Saturday, 26 September 2009

At work, I wanted to improve the back-office search engine and installed Sphinx.

On a regular basis, it indexes all our users, courses, teachers and other important tables. It works great, low install barrier, low maintenance, and it is very very fast. Perfect.

One of the problems that we found, that limited the usefulness of the full-text search engine, is that a lot of our text has accents, and it would be better to ignore those. Also we don't need case-sensitive-ness.

So I needed to generate a charset_table map, what Sphinx uses to normalize the text that you give him to index.

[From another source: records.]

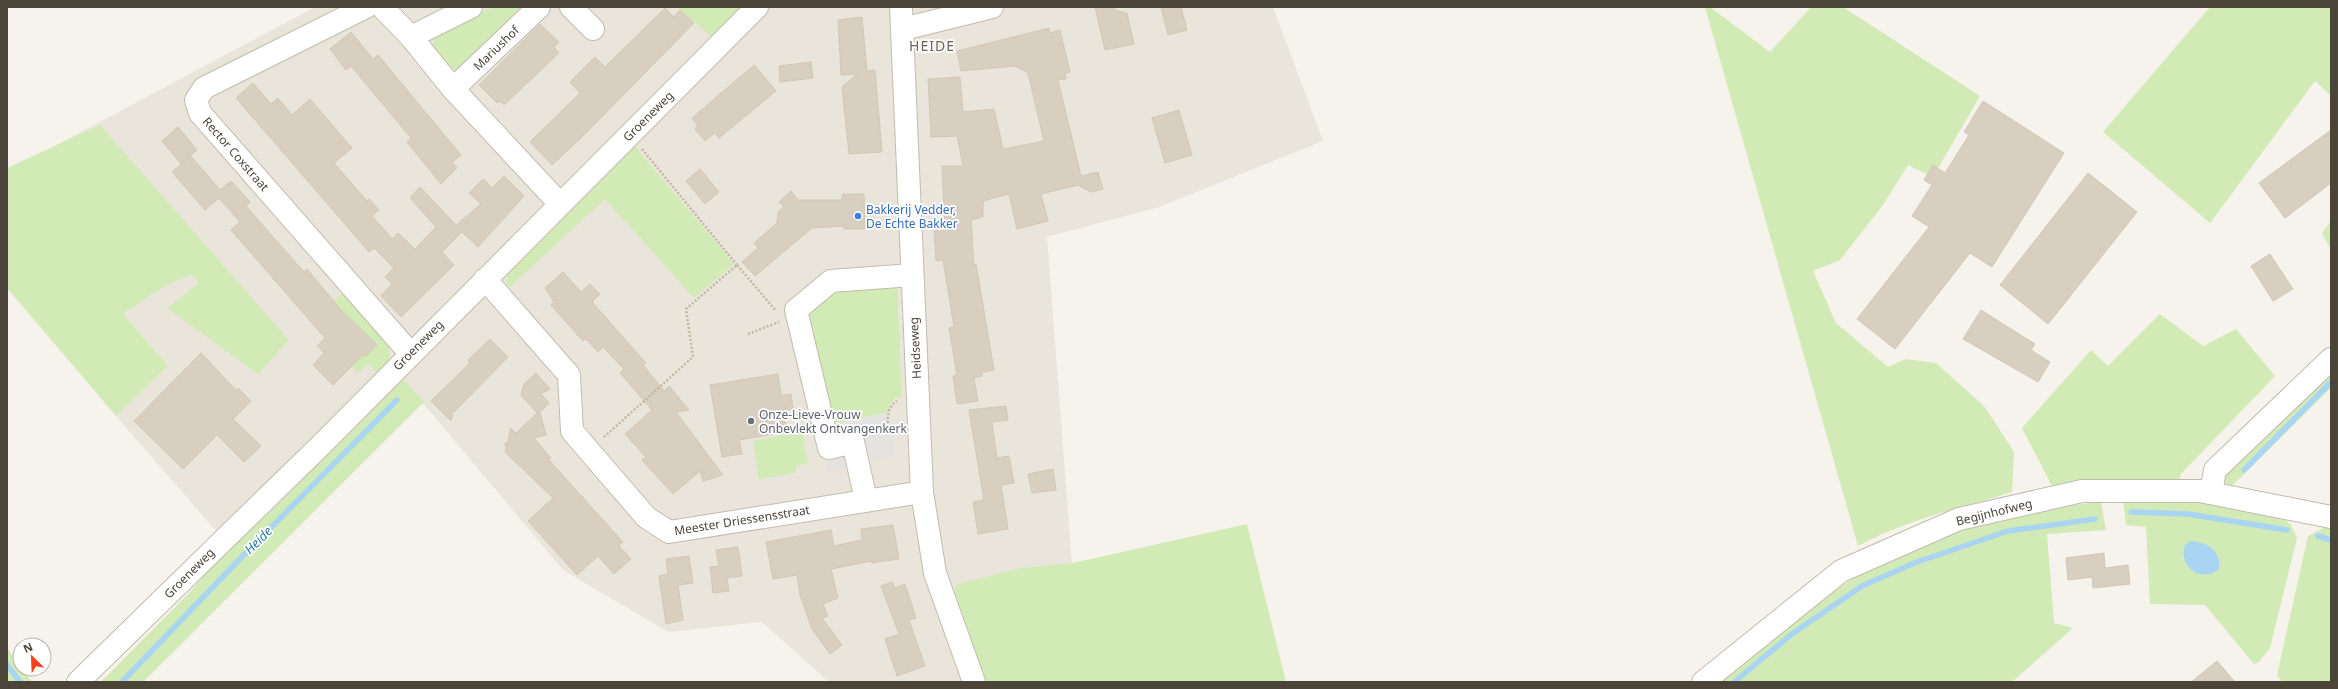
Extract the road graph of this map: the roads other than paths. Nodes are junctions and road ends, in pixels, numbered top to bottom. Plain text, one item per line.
1 (366, 7) edge
2 (382, 7) edge
3 (471, 7) edge
4 (539, 7) edge
5 (571, 7) edge
6 (757, 7) edge
7 (901, 7) edge
8 (992, 7) edge
9 (593, 29) dead end
10 (903, 29) junction
11 (411, 38) junction
12 (453, 89) junction
13 (560, 204) junction
14 (912, 275) junction
15 (485, 279) junction
16 (410, 353) junction
17 (2331, 359) edge
18 (922, 492) junction
19 (2211, 493) junction
20 (866, 500) junction
21 (2331, 517) edge
22 (78, 682) edge
23 (974, 682) edge
24 (1702, 682) edge

1 - 16 street, Rector Coxstraat
2 - 11 street
3 - 11 street
4 - 12 street, Mariushof
5 - 9 street
6 - 13 street, Groeneweg
7 - 10 street, Heidseweg
8 - 10 street
10 - 14 street, Heidseweg
11 - 12 street
12 - 13 street
13 - 15 street, Groeneweg
14 - 18 street, Heidseweg
14 - 20 street
15 - 16 street, Groeneweg
15 - 20 street, Meester Driessensstraat
16 - 22 street, Groeneweg
17 - 19 street
18 - 20 street, Meester Driessensstraat
18 - 23 street, Heidseweg
19 - 21 street, Begijnhofweg
19 - 24 street, Begijnhofweg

And being a (very) lazy person, I prefer to write a Perl script to do it. The result is the x-sphinx-charset-generator, now part of my script stash.

It takes an optional parameter, the charset that you are using on your text defaulting to 'utf8', the loose version of UTF-8, and generates a charset_table for the most common accented characters, mapping them to the lower-case version of the same letter without the accent.

I've only include the common Portuguese characters. Patches accepted for others characters that you might need.

The only part that I don't really like is that I need to apply the same logic to cleanup the strings that users use to search. I would prefer to have a module that would take the characters that I want to allow as valid, and have that module provide the charset_table and a function to clean search inputs. Interesting, but for now this will solve the important 80% of the problem.